◆ Task input:
»»
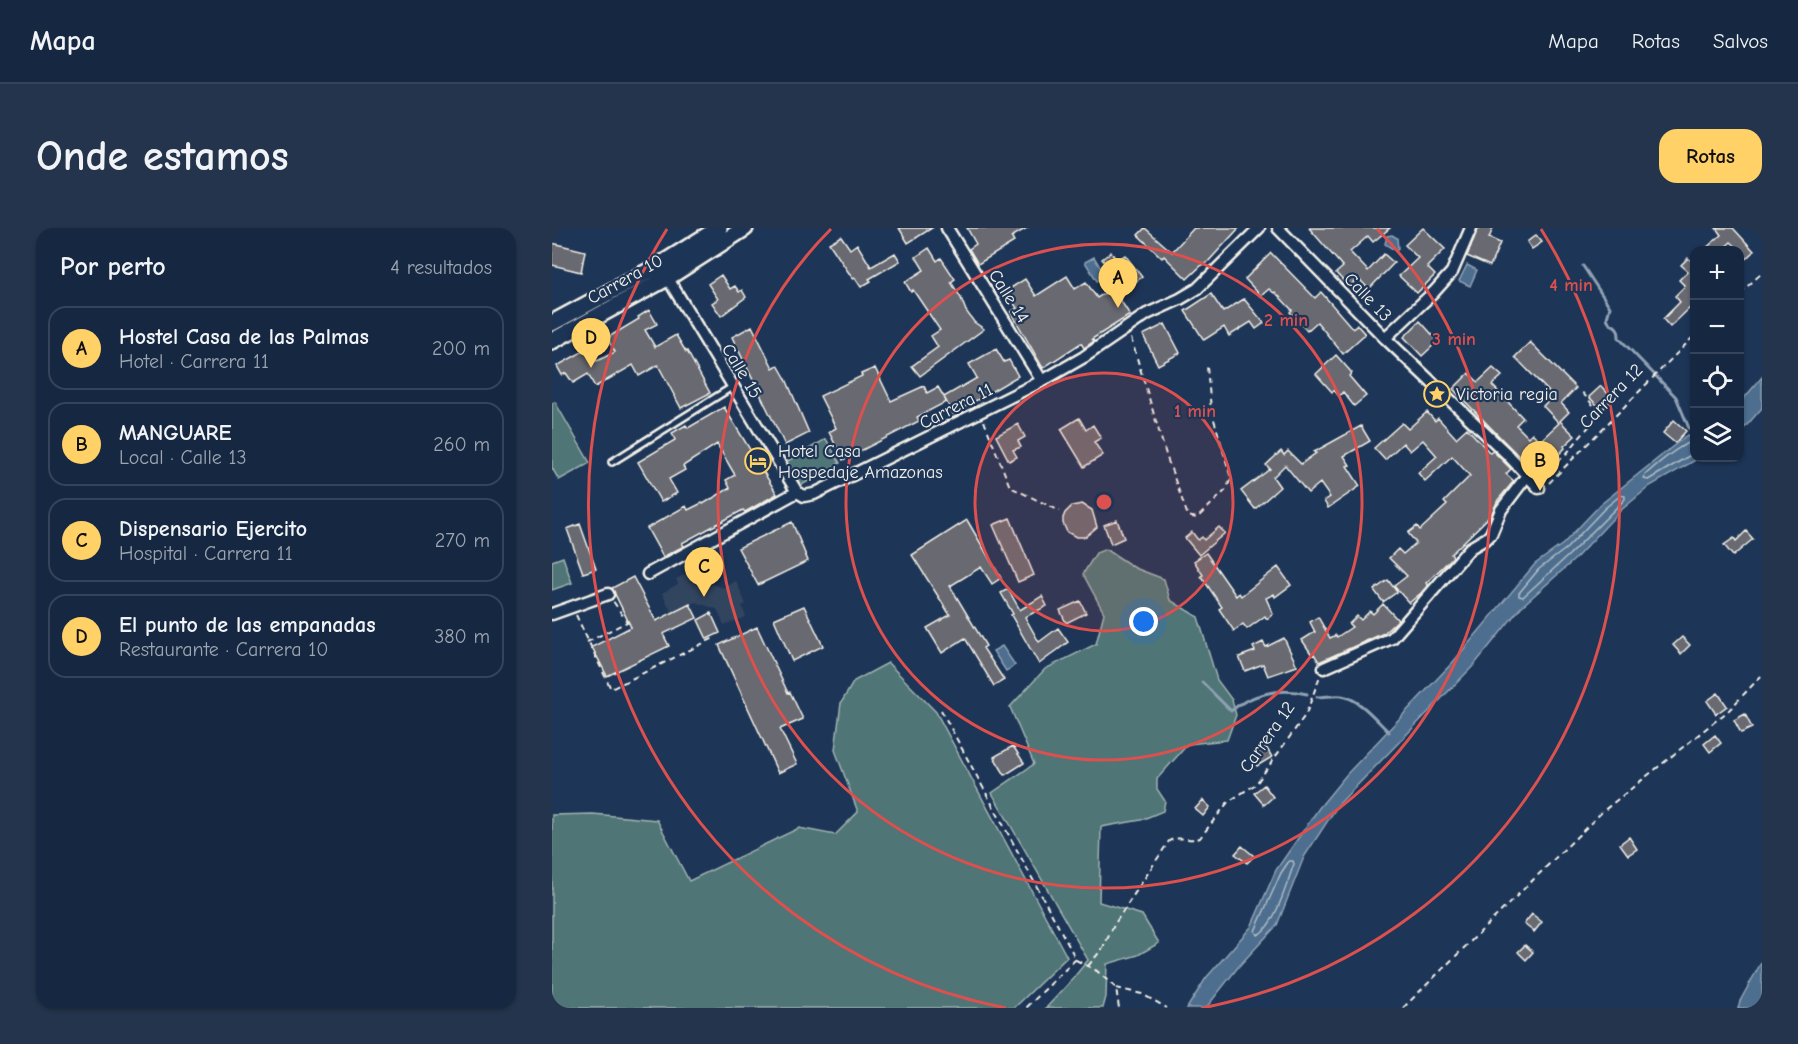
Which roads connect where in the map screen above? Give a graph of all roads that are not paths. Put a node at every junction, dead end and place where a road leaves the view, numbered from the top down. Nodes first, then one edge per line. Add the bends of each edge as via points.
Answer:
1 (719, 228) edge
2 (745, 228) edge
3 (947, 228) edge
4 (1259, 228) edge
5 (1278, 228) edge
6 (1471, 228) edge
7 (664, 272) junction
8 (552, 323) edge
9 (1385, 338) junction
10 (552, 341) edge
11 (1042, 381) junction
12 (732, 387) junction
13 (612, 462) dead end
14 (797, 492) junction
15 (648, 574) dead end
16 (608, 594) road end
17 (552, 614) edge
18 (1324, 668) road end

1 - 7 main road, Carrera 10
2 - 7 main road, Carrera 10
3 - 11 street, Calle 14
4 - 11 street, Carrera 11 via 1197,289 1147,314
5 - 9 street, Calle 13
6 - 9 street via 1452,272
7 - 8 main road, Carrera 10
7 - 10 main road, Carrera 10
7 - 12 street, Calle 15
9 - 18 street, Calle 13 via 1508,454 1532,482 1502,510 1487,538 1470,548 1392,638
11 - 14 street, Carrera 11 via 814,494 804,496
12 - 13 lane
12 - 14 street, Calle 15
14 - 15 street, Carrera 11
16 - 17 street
««
»»
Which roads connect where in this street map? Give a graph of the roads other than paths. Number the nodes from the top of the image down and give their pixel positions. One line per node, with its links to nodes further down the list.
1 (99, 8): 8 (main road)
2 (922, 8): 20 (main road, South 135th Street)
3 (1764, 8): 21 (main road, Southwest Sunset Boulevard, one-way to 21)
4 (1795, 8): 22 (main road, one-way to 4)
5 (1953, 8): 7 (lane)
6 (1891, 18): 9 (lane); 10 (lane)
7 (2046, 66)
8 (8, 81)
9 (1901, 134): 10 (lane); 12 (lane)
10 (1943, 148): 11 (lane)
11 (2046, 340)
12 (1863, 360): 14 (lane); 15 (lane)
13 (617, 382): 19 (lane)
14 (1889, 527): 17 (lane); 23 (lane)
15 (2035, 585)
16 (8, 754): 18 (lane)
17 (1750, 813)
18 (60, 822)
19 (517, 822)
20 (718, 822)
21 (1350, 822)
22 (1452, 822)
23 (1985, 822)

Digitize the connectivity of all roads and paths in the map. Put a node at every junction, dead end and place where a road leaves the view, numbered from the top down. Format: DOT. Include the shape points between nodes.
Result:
««
»»
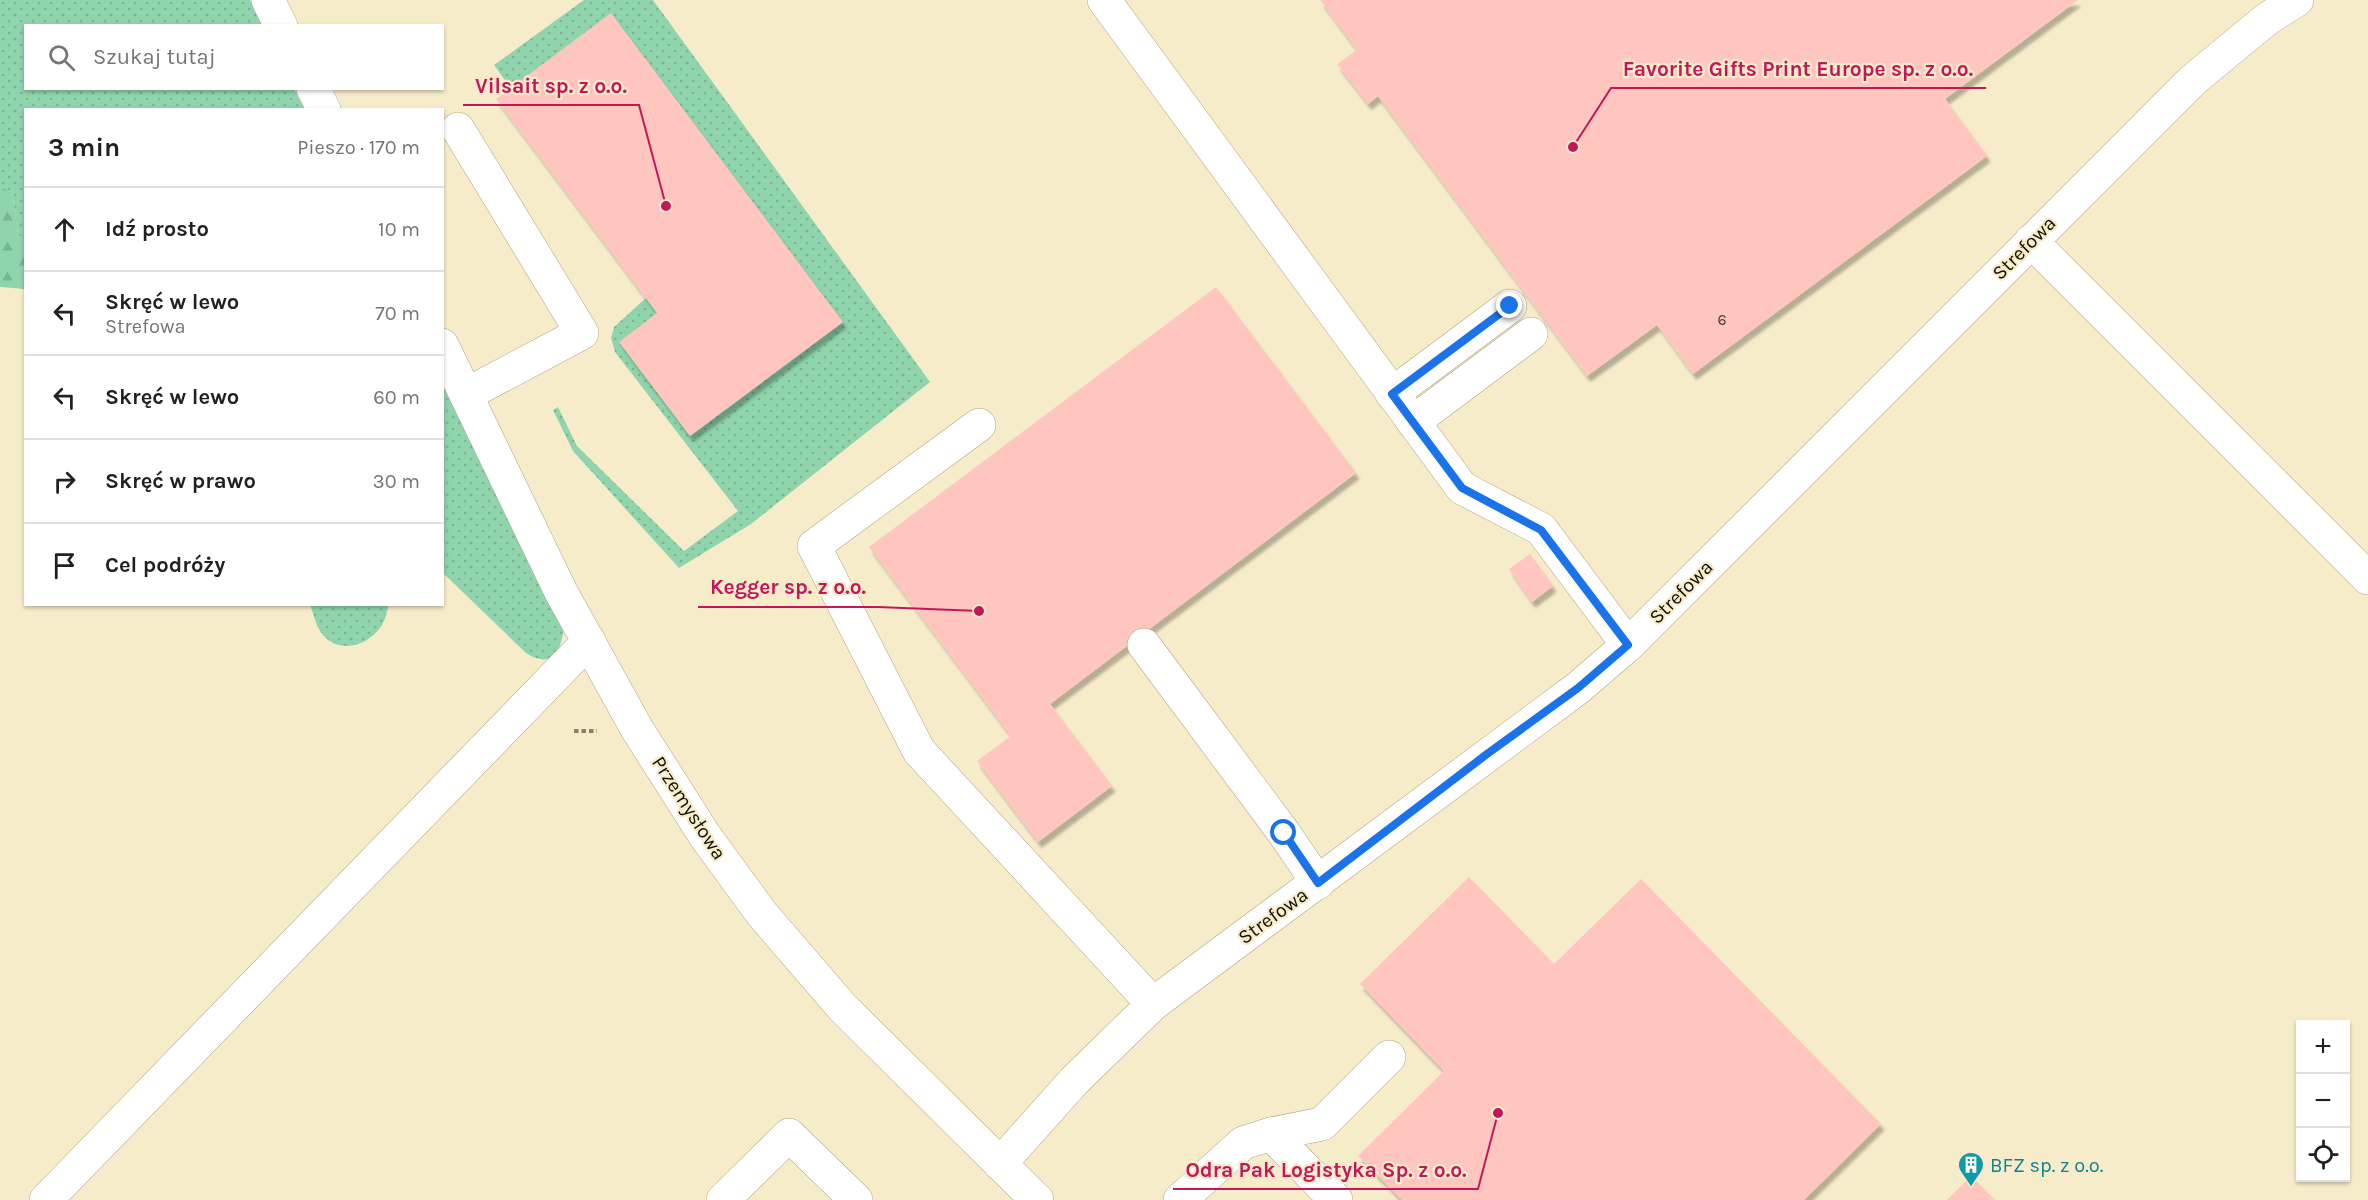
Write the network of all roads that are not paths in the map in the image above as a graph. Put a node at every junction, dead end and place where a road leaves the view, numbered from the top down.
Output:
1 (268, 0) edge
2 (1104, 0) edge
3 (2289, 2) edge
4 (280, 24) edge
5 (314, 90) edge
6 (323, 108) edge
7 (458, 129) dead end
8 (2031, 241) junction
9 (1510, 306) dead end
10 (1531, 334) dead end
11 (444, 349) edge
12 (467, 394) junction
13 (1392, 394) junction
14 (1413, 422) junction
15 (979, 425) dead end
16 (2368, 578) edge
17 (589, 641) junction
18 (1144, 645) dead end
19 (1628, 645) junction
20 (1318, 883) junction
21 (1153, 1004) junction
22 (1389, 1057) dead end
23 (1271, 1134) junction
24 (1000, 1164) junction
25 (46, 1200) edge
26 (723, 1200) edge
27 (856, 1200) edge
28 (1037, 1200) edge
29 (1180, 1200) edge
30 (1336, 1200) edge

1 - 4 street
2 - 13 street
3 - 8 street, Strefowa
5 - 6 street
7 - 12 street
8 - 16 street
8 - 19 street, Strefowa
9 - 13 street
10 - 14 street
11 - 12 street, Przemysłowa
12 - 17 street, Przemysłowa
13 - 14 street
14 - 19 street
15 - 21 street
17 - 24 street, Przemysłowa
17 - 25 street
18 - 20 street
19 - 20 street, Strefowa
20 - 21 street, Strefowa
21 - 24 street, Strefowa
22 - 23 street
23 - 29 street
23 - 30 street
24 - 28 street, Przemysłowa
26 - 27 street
««
In the records shown above, how many lines include the word "every"? Answer with the number only.

3